The U.S. Preventive Services Task Force has changed its prior position and is now recommending that all baby boomers should get tested for hepatitis C. This influential health advisory panel now believes that the universal screening of baby boomers would provide at least a modest level of benefit. But what does this mean for a changing health care landscape? For one thing, new insurance plans will need to cover any screening fees for their patients.
Currently, there are an estimated 15,000 Americans that die each year due to complications caused by a hepatitis C infection. If left untreated, this disease causes irreparable damage to the patient’s liver, including liver scarring, liver cancer, and eventual liver failure. The problem is that these complications may take decades to occur.
Should Baby Boomers Receive a One-Time Test for HCV
Of the more than three million Americans who are living with hepatitis C, about three-quarters of them are baby boomers, most of which contracted the virus decades ago. Unfortunately, most of them still don’t have any clue that they have this infectious disease, because hepatitis C is usually asymptomatic (meaning that it produces no noticeable symptoms).

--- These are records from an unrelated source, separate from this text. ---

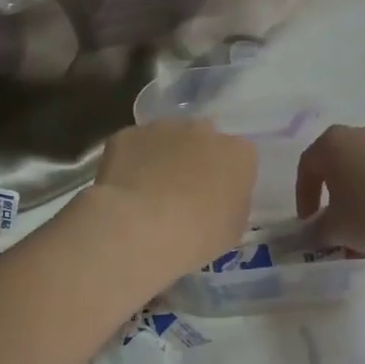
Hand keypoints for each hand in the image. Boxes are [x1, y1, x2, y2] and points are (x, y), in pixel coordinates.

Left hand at [86, 119, 257, 278]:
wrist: (140, 227)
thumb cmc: (197, 235)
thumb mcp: (232, 230)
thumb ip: (233, 204)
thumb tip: (220, 199)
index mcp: (238, 154)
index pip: (240, 158)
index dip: (227, 178)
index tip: (216, 199)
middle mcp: (203, 130)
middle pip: (203, 140)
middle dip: (195, 159)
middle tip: (182, 192)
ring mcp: (162, 128)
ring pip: (166, 138)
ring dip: (162, 157)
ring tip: (149, 192)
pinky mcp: (127, 135)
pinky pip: (133, 146)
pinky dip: (130, 161)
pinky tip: (124, 188)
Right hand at [295, 123, 364, 251]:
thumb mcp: (335, 229)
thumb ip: (315, 232)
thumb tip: (309, 235)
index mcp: (332, 143)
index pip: (307, 167)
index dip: (303, 196)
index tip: (308, 221)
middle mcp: (361, 133)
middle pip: (338, 163)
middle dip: (333, 192)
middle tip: (334, 218)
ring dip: (361, 193)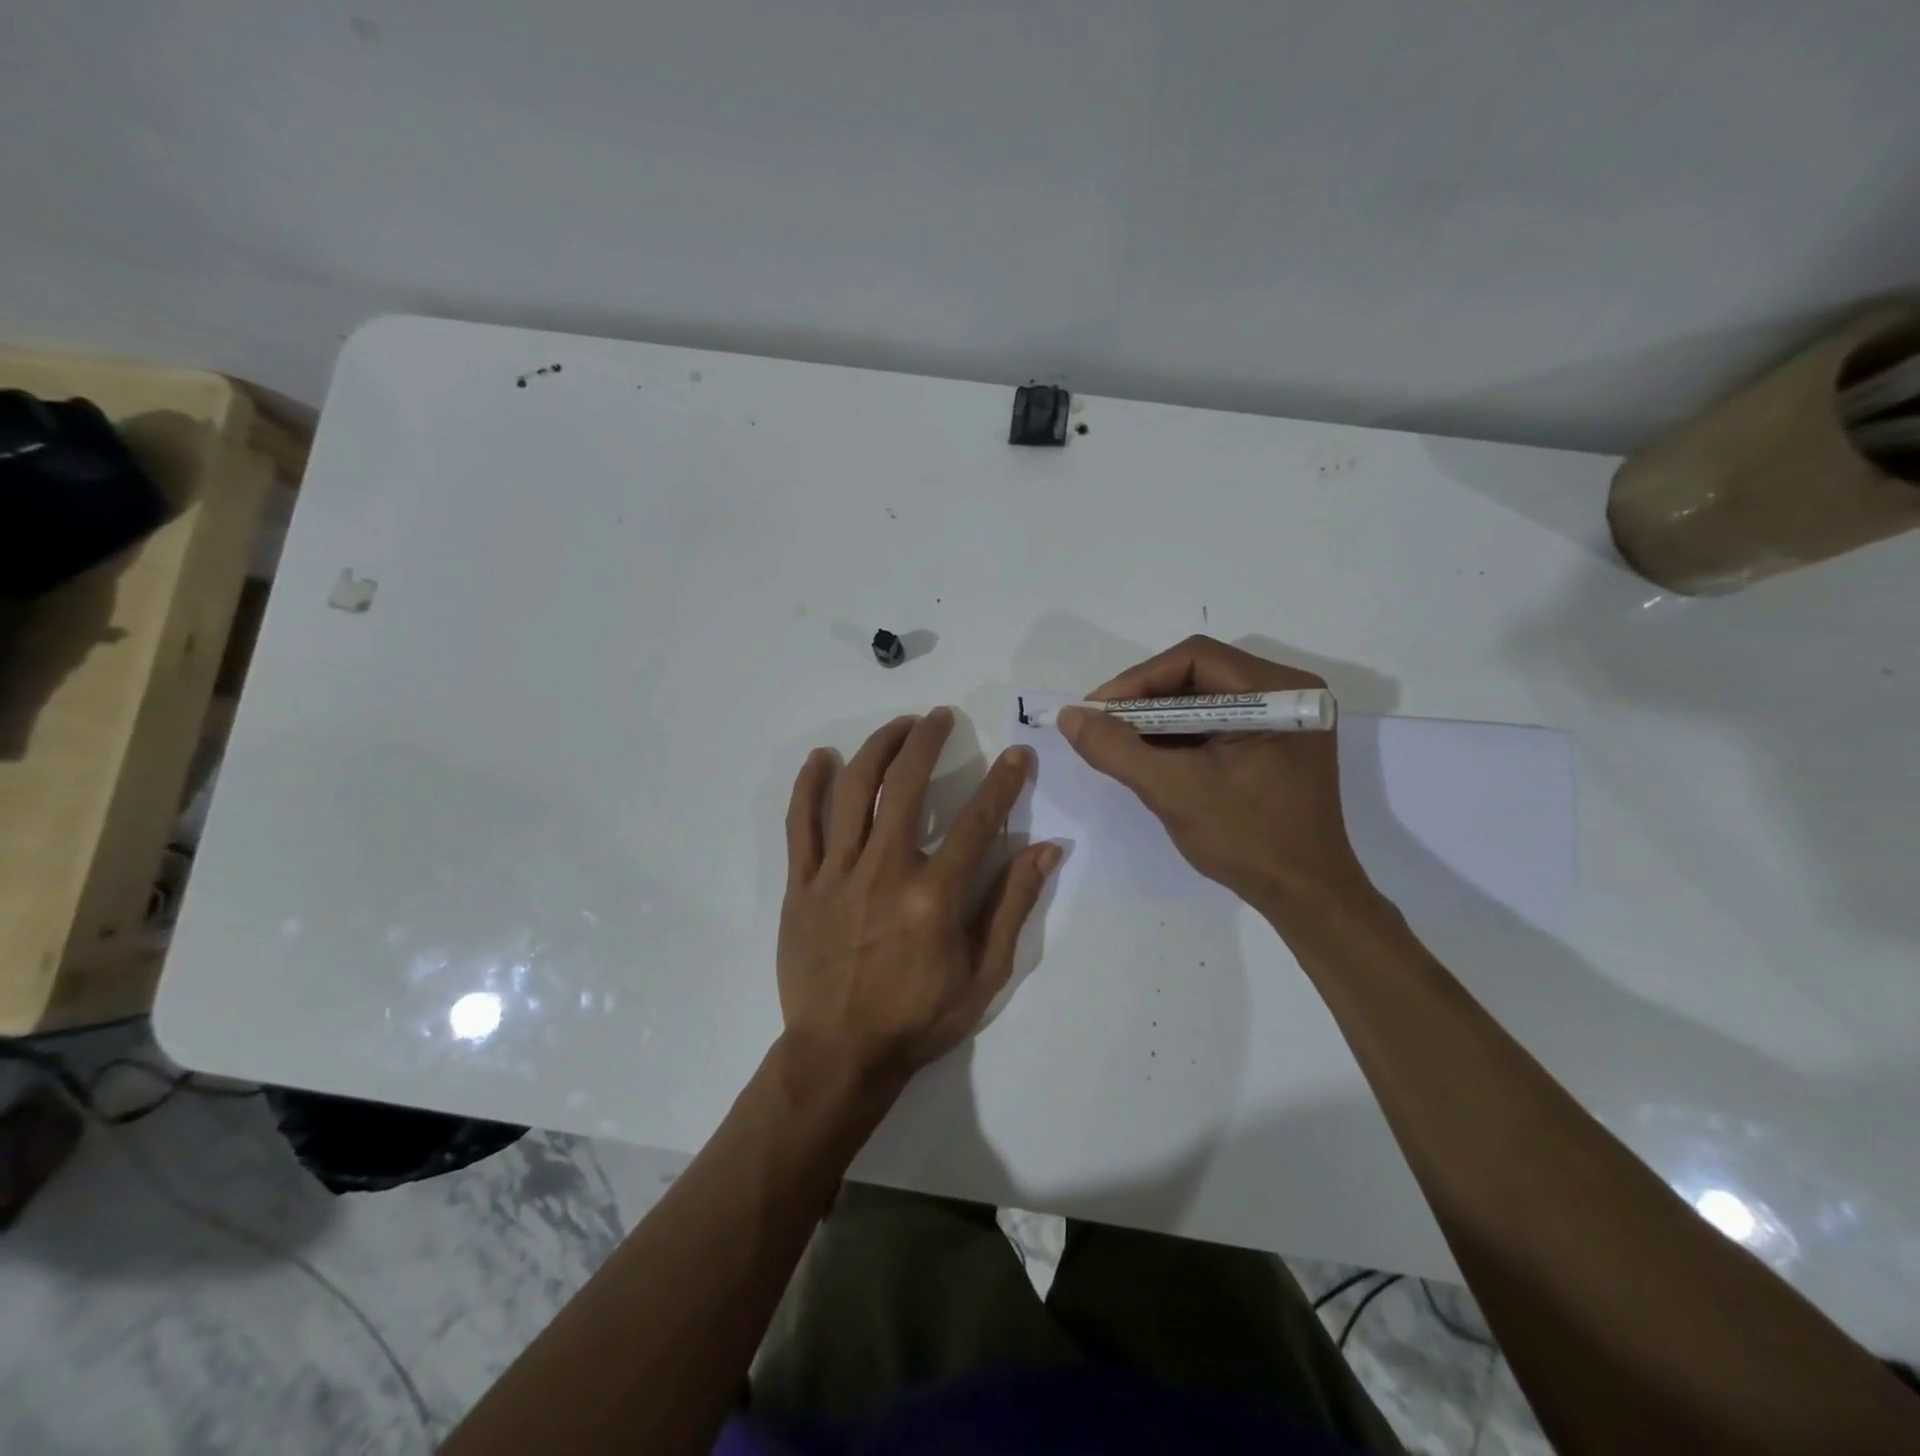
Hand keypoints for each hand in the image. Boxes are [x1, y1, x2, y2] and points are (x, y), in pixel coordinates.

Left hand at [779, 709, 1061, 1084]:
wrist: (840, 1055)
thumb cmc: (918, 1019)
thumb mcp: (983, 974)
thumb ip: (1012, 906)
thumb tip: (1046, 849)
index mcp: (933, 896)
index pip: (977, 821)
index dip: (1003, 782)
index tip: (1018, 754)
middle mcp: (885, 871)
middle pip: (906, 786)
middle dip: (927, 741)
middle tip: (940, 717)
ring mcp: (837, 875)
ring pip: (853, 792)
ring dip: (876, 749)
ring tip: (896, 725)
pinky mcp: (801, 885)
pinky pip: (800, 825)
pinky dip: (809, 786)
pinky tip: (822, 758)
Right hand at [1058, 636, 1370, 915]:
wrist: (1304, 897)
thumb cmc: (1246, 839)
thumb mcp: (1173, 790)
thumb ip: (1116, 749)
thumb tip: (1069, 716)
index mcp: (1277, 692)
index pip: (1194, 659)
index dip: (1138, 680)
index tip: (1096, 711)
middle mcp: (1286, 693)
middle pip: (1198, 675)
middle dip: (1144, 700)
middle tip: (1102, 725)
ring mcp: (1282, 719)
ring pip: (1203, 698)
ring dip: (1158, 718)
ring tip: (1118, 741)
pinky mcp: (1273, 743)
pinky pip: (1216, 723)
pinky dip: (1179, 735)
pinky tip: (1150, 755)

The highest risk individuals are those that have been users of intravenous drugs and anyone that received a blood transfusion prior to 1992. Before then, they did not have to screen donated blood for the hepatitis C virus (HCV).
The U.S. Preventive Services Task Force Has a Change of Heart
In November, the U.S. Preventive Services Task Force held a different stance when it came to this important issue. At the time, they believed that screening all baby boomers would not have provided any significant benefit. This stance put them at odds with the CDC which had recommended that anyone born between 1945 and 1965 (the baby boomer generation) should receive a one-time test for HCV.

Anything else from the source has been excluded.